Another very important early Christian group called the Marcionites, took what was in many ways just the opposite view from the Jewish Christian groups. This group is named after its founder, Marcion, a 2nd century theologian and teacher.

In contrast to the Jewish Christian groups, Marcion’s hero in the faith was Paul, whom he saw as the ultimate authority for what it meant to be Christian. In Paul’s writings, he differentiates between the law and the gospel. The law is given to Jews in the scriptures, Christ’s gospel, Christ’s good news brings salvation apart from the law. People don’t have to follow the law to be right with God if they believe in Jesus.

For Marcion, the God of the Jews who gave the law to Moses, for was a different god from the God of Jesus. The God of the Old Testament was not the God of the New. The material world was created by the wrathful God of the Old Testament, who gave his law and then condemned everyone for not keeping it. The God of Jesus was a God of love and mercy, who came into the world to deliver people from this judgmental creator God of the Jews.

Scripture of the Marcionites

Marcion based his understanding and argued for it from his sacred collection of scripture. This may well have been the first attempt to establish a set of Christian scriptures.

The scriptures comprised of the 10 letters of Paul that he knew, which were the 13 letters of Paul we have today, except he did not have First and Second Timothy and Titus, and a form of the Gospel of Luke.

Both sets of his scripture, both the letters of Paul and his Gospel, were edited to remove all references to the true God as the God of the Old Testament.

The Gnostics

The final group to mention are the Gnostics. This term, gnostic, is a term that scholars have conventionally used to describe a wide range of groups that had numerous differences among themselves.

All of the gnostic groups held to an extensive divine realm with numerous divine beings inhabiting it.
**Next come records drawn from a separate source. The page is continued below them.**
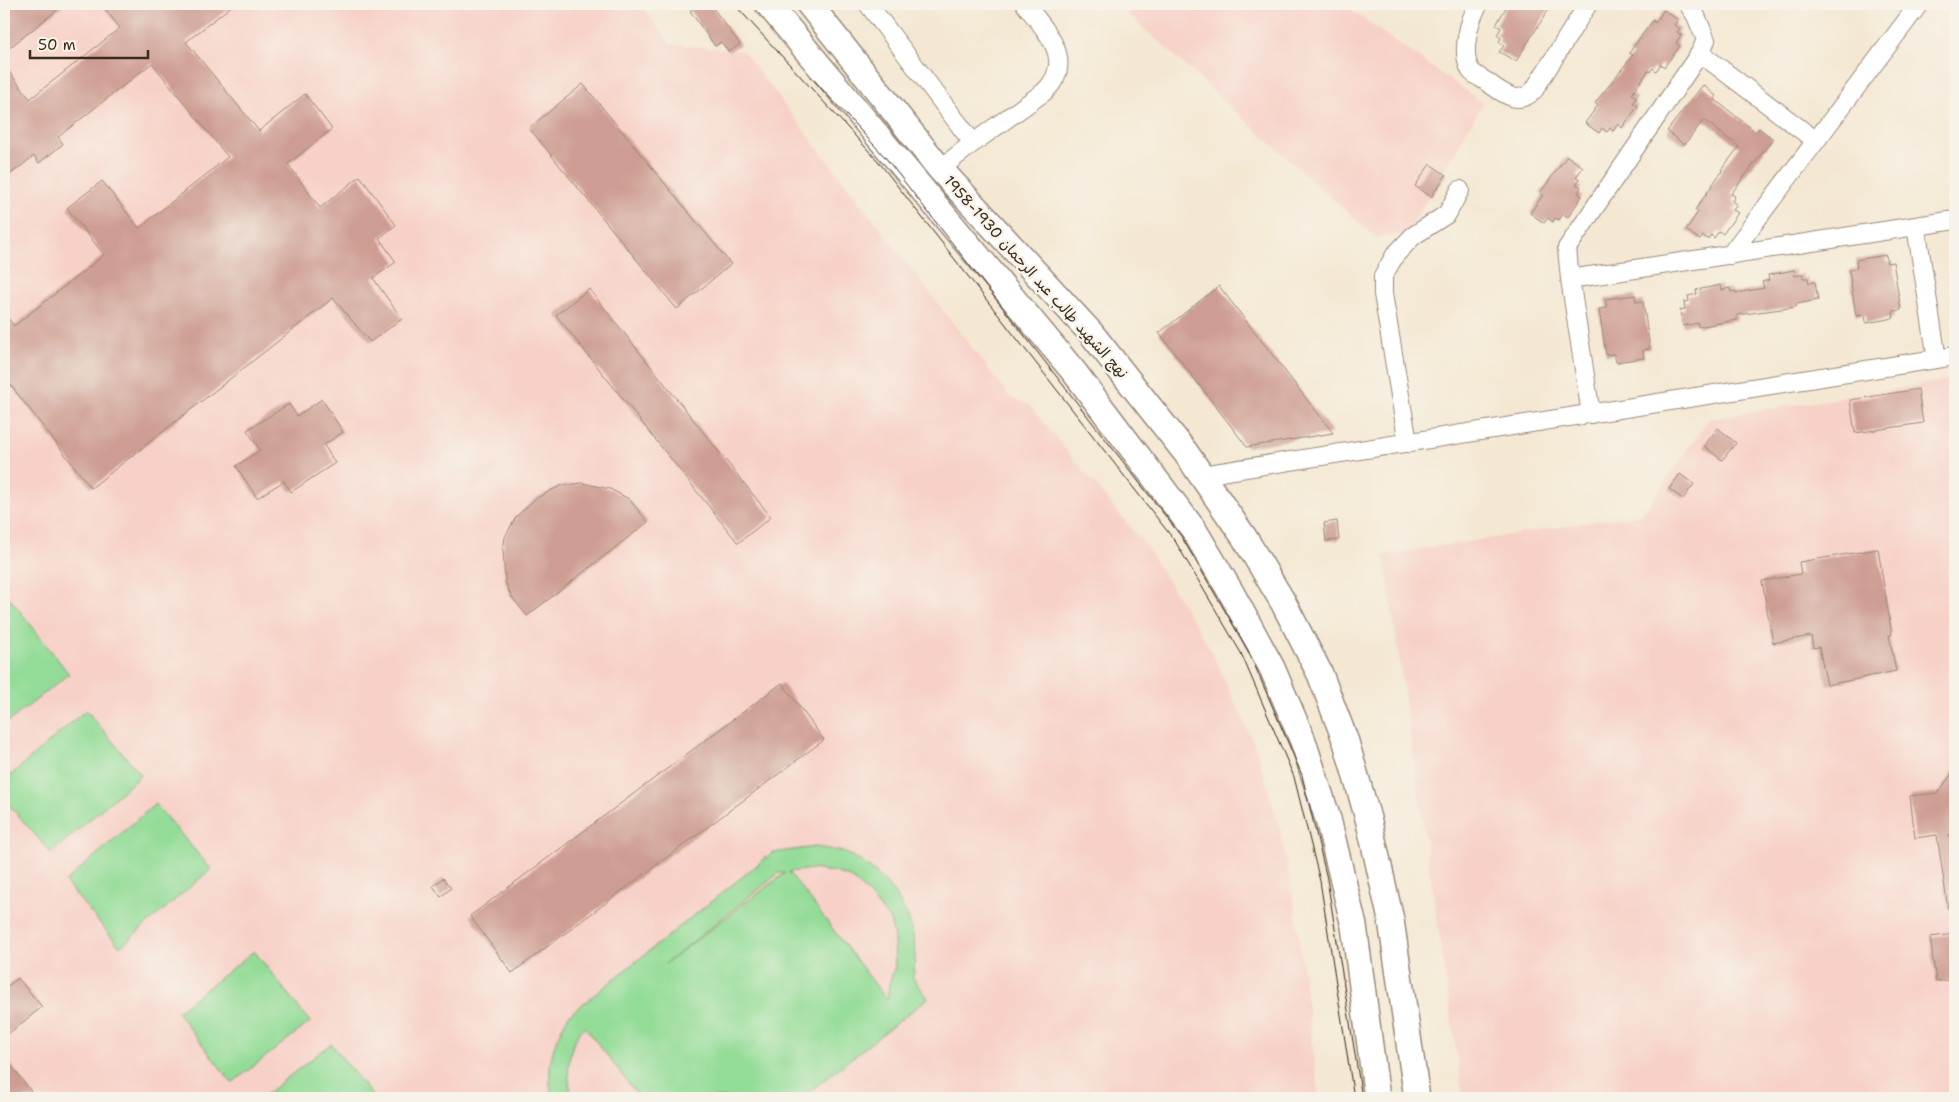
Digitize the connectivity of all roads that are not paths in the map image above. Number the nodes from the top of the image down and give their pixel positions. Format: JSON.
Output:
{"nodes":[{"id":1,"x":768,"y":4,"type":"edge"},
{"id":2,"x":809,"y":4,"type":"edge"},
{"id":3,"x":868,"y":4,"type":"edge"},
{"id":4,"x":1025,"y":4,"type":"edge"},
{"id":5,"x":1479,"y":4,"type":"edge"},
{"id":6,"x":1588,"y":4,"type":"edge"},
{"id":7,"x":1688,"y":4,"type":"edge"},
{"id":8,"x":1919,"y":4,"type":"edge"},
{"id":9,"x":1700,"y":53,"type":"junction"},
{"id":10,"x":1816,"y":140,"type":"junction"},
{"id":11,"x":973,"y":143,"type":"junction"},
{"id":12,"x":940,"y":169,"type":"junction"},
{"id":13,"x":1460,"y":190,"type":"dead end"},
{"id":14,"x":1955,"y":220,"type":"edge"},
{"id":15,"x":1916,"y":226,"type":"junction"},
{"id":16,"x":1730,"y":255,"type":"junction"},
{"id":17,"x":1570,"y":279,"type":"junction"},
{"id":18,"x":1955,"y":356,"type":"edge"},
{"id":19,"x":1937,"y":359,"type":"junction"},
{"id":20,"x":1591,"y":414,"type":"junction"},
{"id":21,"x":1408,"y":443,"type":"junction"},
{"id":22,"x":1202,"y":475,"type":"junction"},
{"id":23,"x":1377,"y":1098,"type":"edge"},
{"id":24,"x":1416,"y":1098,"type":"edge"}],
"edges":[{"from":1,"to":23,"type":"main road","name":"نهج الشهيد طالب عبد الرحمان 1930-1958"},
{"from":2,"to":12,"type":"main road","name":"نهج الشهيد طالب عبد الرحمان 1930-1958"},
{"from":3,"to":11,"type":"street"},
{"from":4,"to":11,"type":"street"},
{"from":5,"to":6,"type":"street"},
{"from":7,"to":9,"type":"street"},
{"from":8,"to":10,"type":"street"},
{"from":9,"to":10,"type":"street"},
{"from":9,"to":17,"type":"street"},
{"from":10,"to":16,"type":"street"},
{"from":11,"to":12,"type":"street"},
{"from":12,"to":22,"type":"main road","name":"نهج الشهيد طالب عبد الرحمان 1930-1958"},
{"from":13,"to":21,"type":"street"},
{"from":14,"to":15,"type":"street"},
{"from":15,"to":16,"type":"street"},
{"from":15,"to":19,"type":"street"},
{"from":16,"to":17,"type":"street"},
{"from":17,"to":20,"type":"street"},
{"from":18,"to":19,"type":"street"},
{"from":19,"to":20,"type":"street"},
{"from":20,"to":21,"type":"street"},
{"from":21,"to":22,"type":"street"},
{"from":22,"to":24,"type":"main road","name":"نهج الشهيد طالب عبد الرحمان 1930-1958"}]}
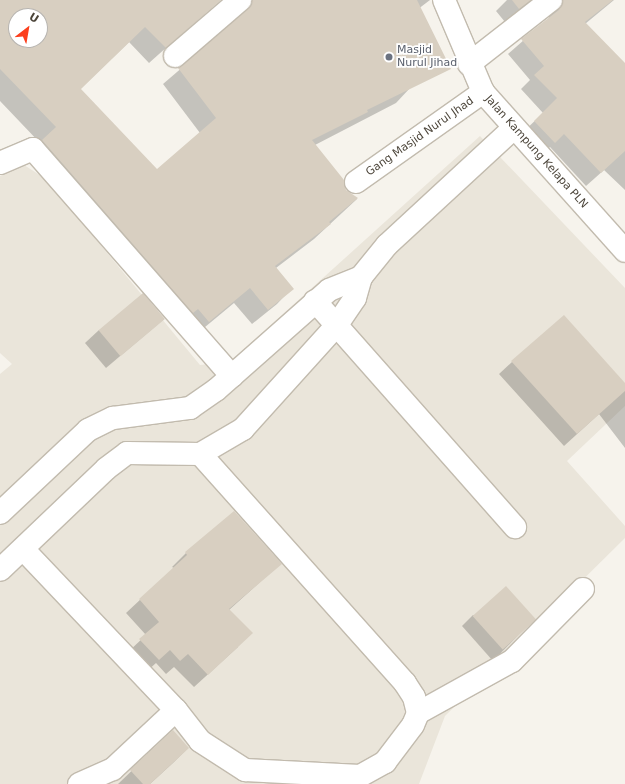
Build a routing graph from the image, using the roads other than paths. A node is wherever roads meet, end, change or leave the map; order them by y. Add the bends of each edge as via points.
1 (240, 0) edge
2 (444, 0) edge
3 (552, 0) edge
4 (175, 56) dead end
5 (469, 64) junction
6 (483, 92) junction
7 (514, 128) junction
8 (0, 163) edge
9 (356, 182) dead end
10 (625, 251) edge
11 (361, 277) junction
12 (315, 301) junction
13 (336, 326) junction
14 (232, 376) junction
15 (200, 454) junction
16 (0, 513) edge
17 (515, 527) dead end
18 (23, 549) junction
19 (0, 570) edge
20 (583, 589) dead end
21 (176, 710) junction
22 (418, 713) junction
23 (243, 777) edge
24 (328, 780) edge
25 (79, 784) edge

1 - 4 street
2 - 5 street, Jalan Kampung Kelapa PLN
3 - 5 street
5 - 6 street, Jalan Kampung Kelapa PLN
6 - 7 street, Jalan Kampung Kelapa PLN
6 - 9 street, Gang Masjid Nurul Jhad
7 - 10 street, Jalan Kampung Kelapa PLN
7 - 11 street via 387,245
8 - 14 street via 33,149
11 - 12 street via 329,290
11 - 13 street via 355,298
12 - 13 street
12 - 14 street
13 - 15 street via 243,429
13 - 17 street
14 - 16 street via 190,408 113,418 88,430
15 - 18 street via 127,453 106,469
15 - 22 street via 405,683 414,697
18 - 19 street
18 - 21 street
20 - 22 street via 512,661
21 - 23 street via 200,741
21 - 25 street via 113,769
22 - 24 street via 413,725 385,762 360,776
23 - 24 street

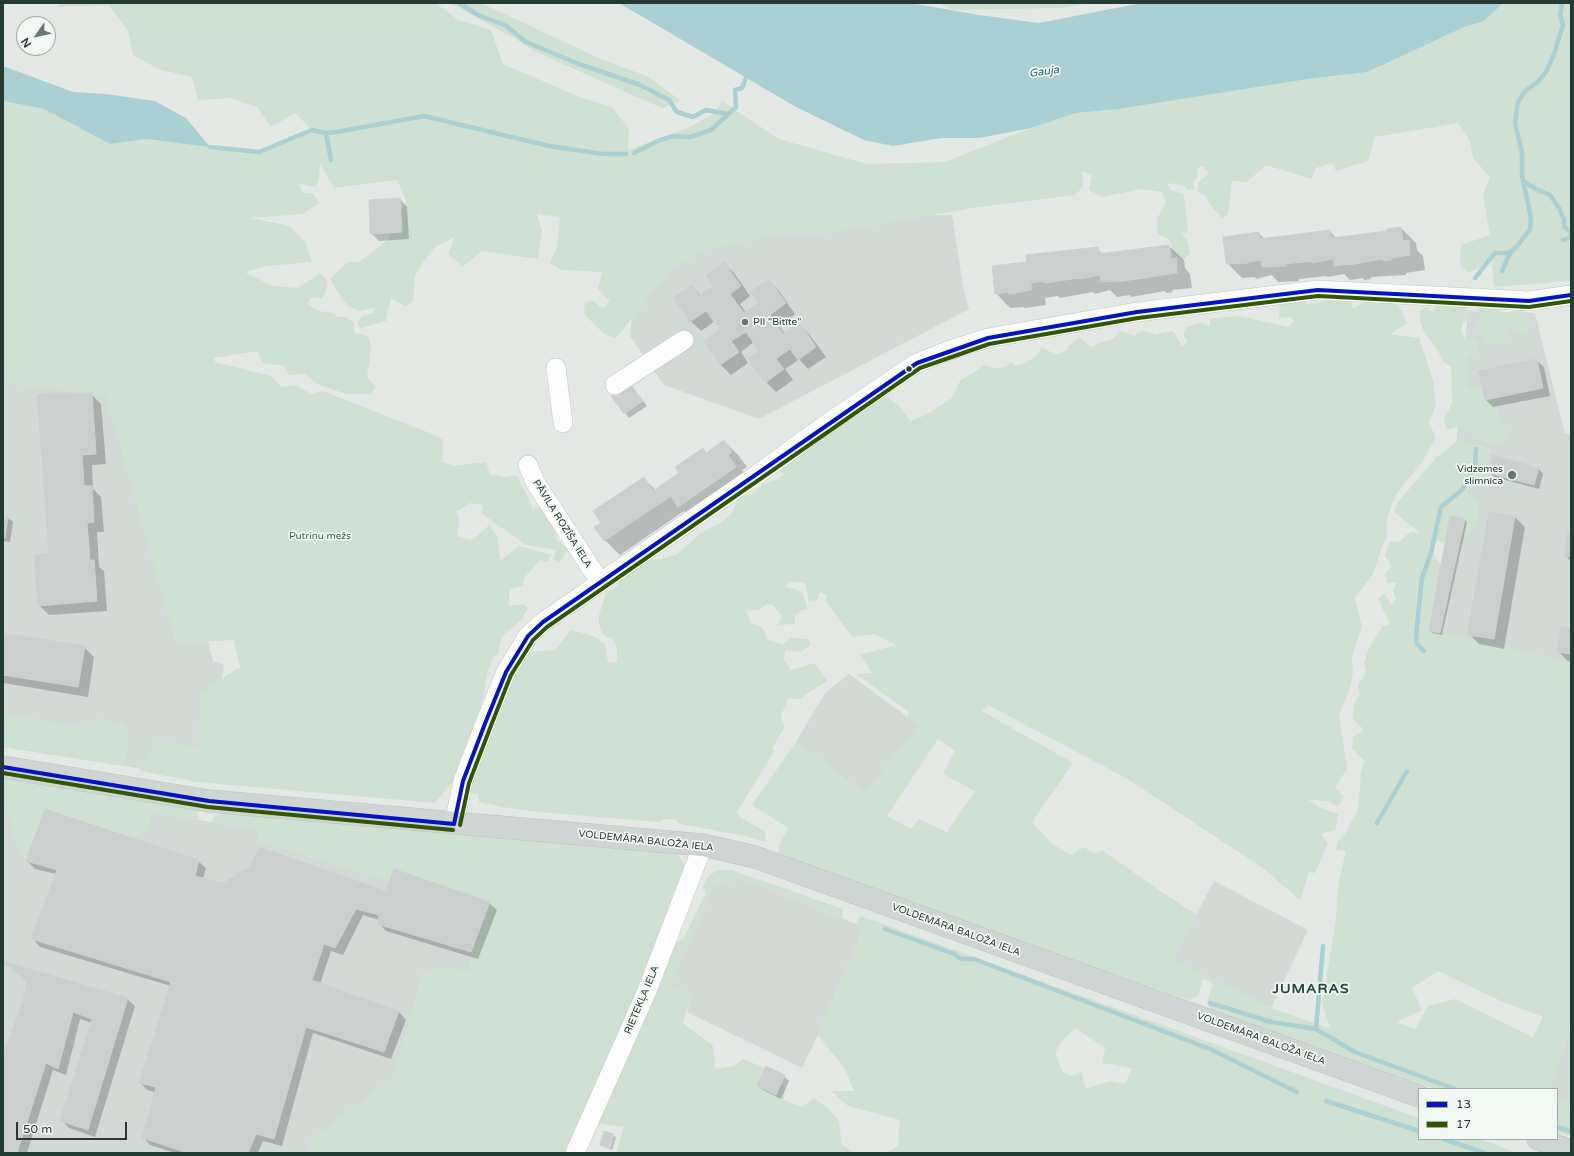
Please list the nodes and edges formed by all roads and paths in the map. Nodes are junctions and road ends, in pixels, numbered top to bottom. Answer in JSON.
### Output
{"nodes":[{"id":1,"x":1571,"y":295,"type":"edge"},
{"id":2,"x":684,"y":340,"type":"dead end"},
{"id":3,"x":556,"y":368,"type":"dead end"},
{"id":4,"x":615,"y":385,"type":"dead end"},
{"id":5,"x":563,"y":423,"type":"dead end"},
{"id":6,"x":528,"y":465,"type":"dead end"},
{"id":7,"x":600,"y":582,"type":"junction"},
{"id":8,"x":3,"y":767,"type":"edge"},
{"id":9,"x":454,"y":824,"type":"junction"},
{"id":10,"x":703,"y":845,"type":"junction"},
{"id":11,"x":1418,"y":1096,"type":"edge"},
{"id":12,"x":1541,"y":1140,"type":"edge"},
{"id":13,"x":1571,"y":1151,"type":"edge"},
{"id":14,"x":575,"y":1153,"type":"edge"}],
"edges":[{"from":1,"to":7,"type":"street"},
{"from":2,"to":4,"type":"street"},
{"from":3,"to":5,"type":"street"},
{"from":6,"to":7,"type":"street","name":"PĀVILA ROZĪŠA IELA"},
{"from":7,"to":9,"type":"street"},
{"from":8,"to":9,"type":"main road","name":"VOLDEMĀRA BALOŽA IELA"},
{"from":9,"to":10,"type":"main road","name":"VOLDEMĀRA BALOŽA IELA"},
{"from":10,"to":11,"type":"main road","name":"VOLDEMĀRA BALOŽA IELA"},
{"from":10,"to":14,"type":"street","name":"RIETEKĻA IELA"},
{"from":12,"to":13,"type":"main road"}]}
They told extensive myths, to explain where these divine beings came from, and how they related to one another.

Statue of Christ the Redeemer
The Gnostics were staunch believers of the teachings delivered by Jesus. (Image: Tenenbaum/Shutterstock)

These myths typically explained as well, how the material world came into being, as a result of a cosmic catastrophe, in which one of the many divine beings in the divine realm, came to be separated from the rest falling from the divine realm. This material world came into being as a result of this cosmic disaster.

Christ Belonged to the Divine Realm

This world was seen as an awful realm of pain and suffering. Humans were trapped in this material world because of their material bodies. Our bodies are prisons for our immortal souls. To escape their bodily entrapment, souls needed to learn the secret knowledge that can bring salvation.

They taught that Christ was a divine being, who came from the divine realm above, in order to reveal the secret knowledge that can bring salvation to entrapped spirits. It was not his death and resurrection that ultimately mattered. It was the secret teachings that Jesus delivered.

These teachings are often conveyed in the myths themselves. Some of which we now have in writings that have been discovered in modern times. These books were lost because Gnostics, like the Jewish Christians and the Marcionites, and all the other competing groups, were squashed by their opposition.

Common Questions about the Different Groups of Jesus Followers

Q: Did all the Jesus followers have uniformity in their beliefs?

All the different groups of Jesus followers were strikingly different in their beliefs and practices.

Q: What were the groups of Jesus followers called?

There were many groups of Jesus followers. Some were Jewish Christians who were further divided into groups like Ebionites, Nazarian and so on. Then, there were groups called Marcionites and Gnostics.

Q: What did Marcion believe in?

Marcion based his understanding on his sacred collection of scripture. The scriptures comprised of the 10 letters of Paul that he knew.